WHAT YOU HAVE TO DO
Please go line by line through the material and copy each one containing the word "Denison".

-- STUDY MATERIAL follows --

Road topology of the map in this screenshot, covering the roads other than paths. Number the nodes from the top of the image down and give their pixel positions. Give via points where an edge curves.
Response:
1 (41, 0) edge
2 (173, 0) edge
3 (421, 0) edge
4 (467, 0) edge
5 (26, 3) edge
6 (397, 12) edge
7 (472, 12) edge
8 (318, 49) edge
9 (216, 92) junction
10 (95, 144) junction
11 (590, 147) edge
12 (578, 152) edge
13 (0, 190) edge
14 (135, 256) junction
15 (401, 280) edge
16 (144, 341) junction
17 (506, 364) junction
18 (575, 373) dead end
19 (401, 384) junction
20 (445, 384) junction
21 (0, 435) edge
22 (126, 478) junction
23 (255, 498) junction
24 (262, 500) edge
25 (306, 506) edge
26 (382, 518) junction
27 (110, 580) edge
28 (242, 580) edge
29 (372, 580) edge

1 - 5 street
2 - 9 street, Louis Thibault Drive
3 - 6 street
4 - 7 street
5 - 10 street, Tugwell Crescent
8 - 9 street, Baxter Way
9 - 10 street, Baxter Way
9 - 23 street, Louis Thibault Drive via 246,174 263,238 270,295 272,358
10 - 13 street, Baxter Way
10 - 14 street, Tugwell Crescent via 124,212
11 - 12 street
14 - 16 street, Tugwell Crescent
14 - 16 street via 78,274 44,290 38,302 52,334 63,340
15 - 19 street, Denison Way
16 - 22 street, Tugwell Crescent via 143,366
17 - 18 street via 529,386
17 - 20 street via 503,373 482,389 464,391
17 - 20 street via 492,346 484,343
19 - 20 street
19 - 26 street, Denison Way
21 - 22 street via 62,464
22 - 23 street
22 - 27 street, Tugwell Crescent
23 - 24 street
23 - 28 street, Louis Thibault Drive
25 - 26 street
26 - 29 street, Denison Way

-- STUDY MATERIAL concluded --

OUTPUT OF THE EXERCISE
15 - 19 street, Denison Way
19 - 26 street, Denison Way
26 - 29 street, Denison Way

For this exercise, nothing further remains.